The Chinese platform launched a new service in March to help budding artists produce their music. Without, however, cutting ties with traditional labels.
Produce your own music and distribute it yourself. This is the promise of the Chinese platform TikTok with SoundOn, its new music distribution and marketing tool, available since March 9. Its goal is to help young artists, still amateurs, to get started in music. Those who sign up can distribute their creation for free on TikTok as well as other streaming services like Spotify or Apple Music.
This is what Chloe Adams, a 21-year-old English singer, did. « Since I’ve been on SoundOn, my Spotify listens have tripled, » she says. Still unknown a few months ago, this young performer became known thanks to TikTok. Users danced or staged themselves to the sound of its title Dirty Thoughts, on short videos of fifteen to sixty seconds broadcast on the platform.
Contacted directly by the social network, she is one of the first to register on SoundOn. “I find that this tool is suitable for up coming artists who have not yet signed with labels but who want to promote their music and capture an audience. Today, proud of her one million subscribers on TikTok, she has planned several concert dates in the United Kingdom.

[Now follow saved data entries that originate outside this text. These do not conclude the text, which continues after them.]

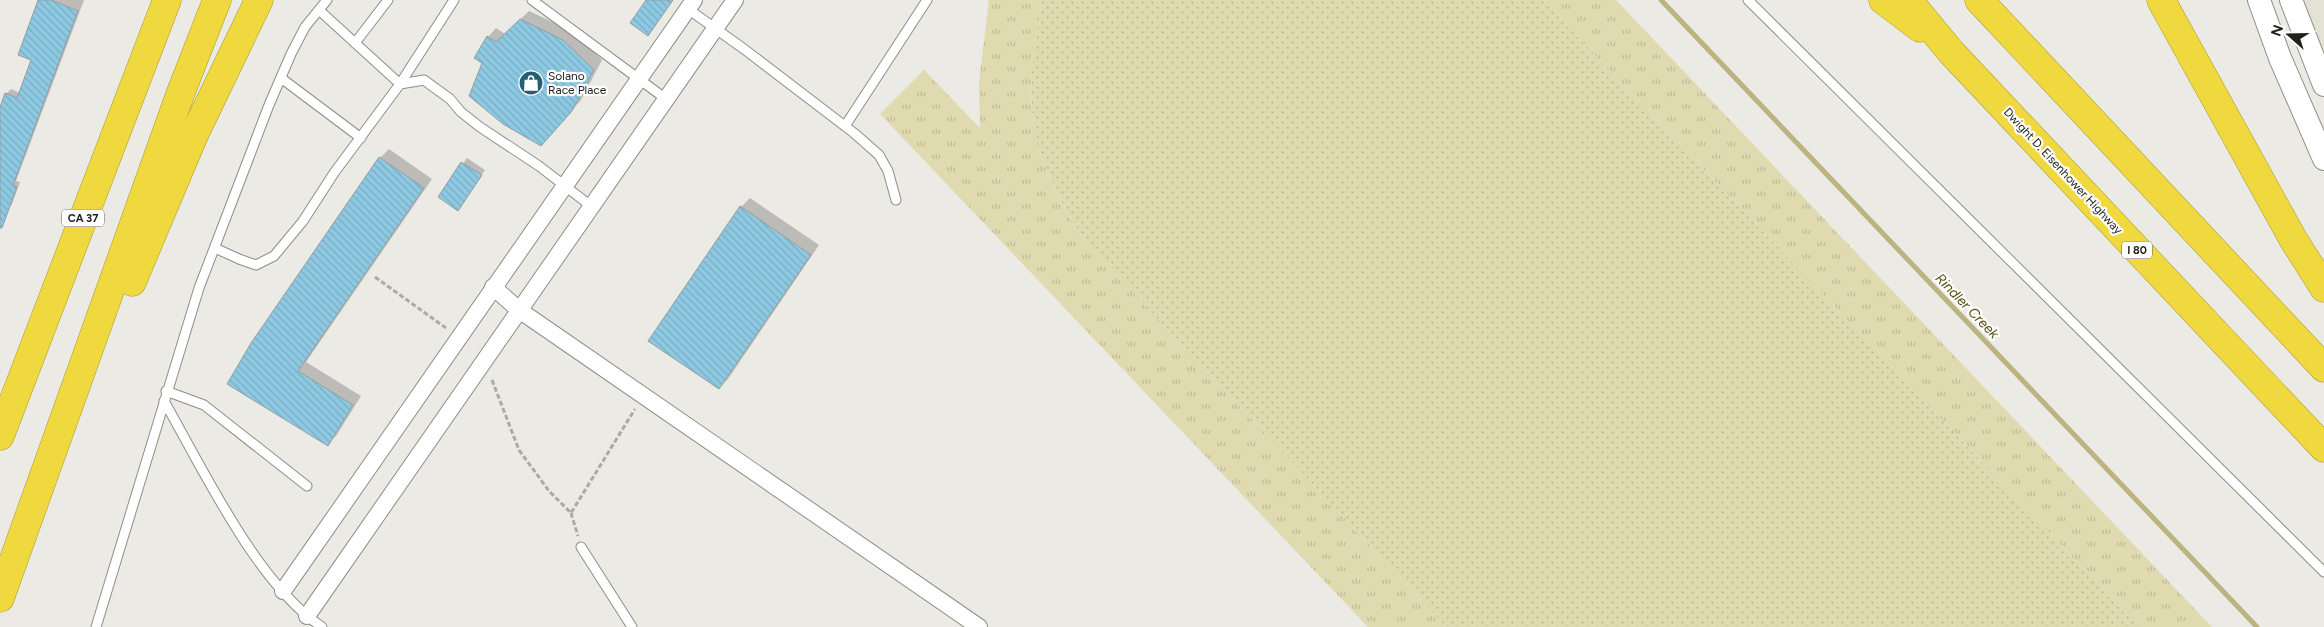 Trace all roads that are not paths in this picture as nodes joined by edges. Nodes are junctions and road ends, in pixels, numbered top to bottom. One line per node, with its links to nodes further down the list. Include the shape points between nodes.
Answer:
1 (167, 0): 40 (highway, CA 37)
2 (216, 0): 45 (highway)
3 (259, 0): 45 (highway, via 186,152)
4 (327, 0): 18 (lane)
5 (388, 0): 20 (lane)
6 (454, 0): 24 (lane)
7 (532, 0): 23 (lane)
8 (735, 0): 19 (street)
9 (927, 0): 27 (lane)
10 (1748, 0): 44 (lane)
11 (1883, 0): 21 (highway)
12 (1908, 0): 21 (highway, Dwight D. Eisenhower Highway / I 80)
13 (1979, 0): 37 (highway)
14 (2163, 0): 35 (highway, via 2293,239)
15 (2259, 0): 29 (main road, via 2280,58)
16 (2290, 0): 25 (main road)
17 (691, 4): 19 (lane); 23 (street)
18 (319, 10): 20 (lane); 22 (lane, via 306,27)
19 (716, 28): 26 (street); 27 (lane)
20 (355, 43): 24 (lane)
21 (1951, 52): 41 (highway, Dwight D. Eisenhower Highway / I 80)
22 (281, 78): 28 (lane); 33 (lane)
23 (639, 79): 26 (lane); 30 (street)
24 (400, 84): 28 (lane); 30 (lane, via 424,80 480,127)
25 (2324, 85)
26 (666, 99): 32 (street)
27 (845, 126): 31 (lane, via 880,155 888,170)
28 (360, 138): 33 (lane, via 303,222 274,256 256,265)
29 (2324, 159)
30 (564, 186): 32 (lane); 34 (street)
31 (896, 200)
32 (592, 206): 36 (street)
33 (214, 248): 38 (lane)
34 (494, 286): 36 (street); 46 (street)
35 (2324, 288)
36 (520, 310): 47 (street); 51 (street)
37 (2324, 368)
38 (166, 391): 39 (lane); 42 (lane, via 204,405)
39 (164, 401): 46 (lane, via 245,541); 48 (lane)
40 (0, 436)
41 (2324, 448)
42 (306, 486)
43 (581, 547): 50 (lane)
44 (2324, 572)
45 (3, 591)
46 (283, 591): 47 (lane)
47 (307, 616): 49 (lane)
48 (96, 627)
49 (322, 627)
50 (632, 627)
51 (979, 627)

SoundOn is currently available in the US, UK, Indonesia and Brazil. No launch date in France is currently planned for this service which is intended to be one more stone in the well-established marketing strategy of the Chinese platform, which continues to upset the economic model of the music industry.
“A form of disintermediation” TikTok, launched in 2016 by the Chinese company ByteDance, has established itself as essential in the emergence of young musical stars. In 2021, TikTok announced in its annual report that 430 songs exceeded one billion views, almost three times more than the previous year (176 songs). More than 175 songs popularized by the platform have climbed into the weekly ranking of the 100 most popular songs in the United States established by Billboard magazine.

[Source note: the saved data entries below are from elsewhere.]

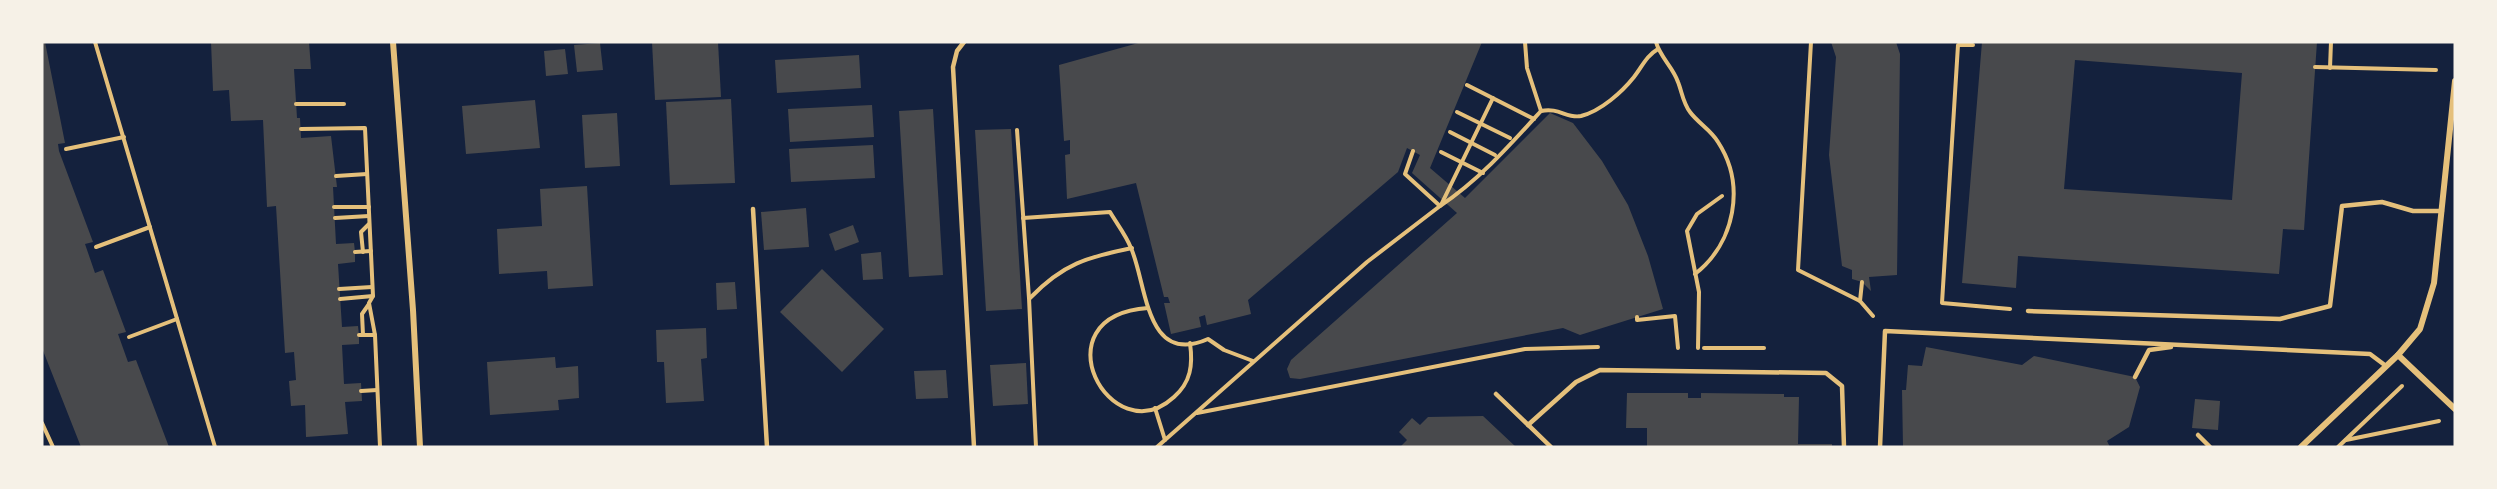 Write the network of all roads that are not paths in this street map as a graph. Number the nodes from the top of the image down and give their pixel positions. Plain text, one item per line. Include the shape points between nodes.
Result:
1 (393, 42) edge
2 (964, 42) edge
3 (2455, 81) edge
4 (753, 209) dead end
5 (2442, 211) junction
6 (2028, 310) road end
7 (2180, 345) junction
8 (2398, 355) junction
9 (2386, 366) junction
10 (2135, 377) dead end
11 (1496, 394) dead end
12 (2455, 409) edge
13 (1528, 425) junction
14 (2198, 435) dead end
15 (420, 447) edge
16 (767, 447) edge
17 (974, 447) edge
18 (1551, 447) edge
19 (1844, 447) edge
20 (1880, 447) edge
21 (2210, 447) edge
22 (2301, 447) edge

1 - 15 street
2 - 17 lane via 953,67
3 - 5 street
4 - 16 lane
5 - 6 lane via 2413,211 2382,201 2342,206 2330,306 2280,319
5 - 8 street via 2428,307 2420,329
7 - 9 lane via 2370,354
7 - 10 lane via 2149,350
7 - 20 lane via 1885,331
8 - 9 street
8 - 12 street
9 - 22 street
11 - 13 lane
13 - 18 lane
13 - 19 lane via 1576,382 1600,370 1826,373 1842,386
14 - 21 lane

And the examples of success are not lacking: this is the case of Lil Nas X, who became known on TikTok thanks to his song Old Town Road, or even of the French Wejdene with his title Anissa. Claire Rosinkranz, Powfu, Priscilla Block… the list keeps growing. “With this new solution, and all the data, statistics and expertise that TikTok has today, we can help organize and simplify the ecosystem of unsigned artists and make it easier for them to get known, and labels can discover these talents”, specifies the group, through its communication department.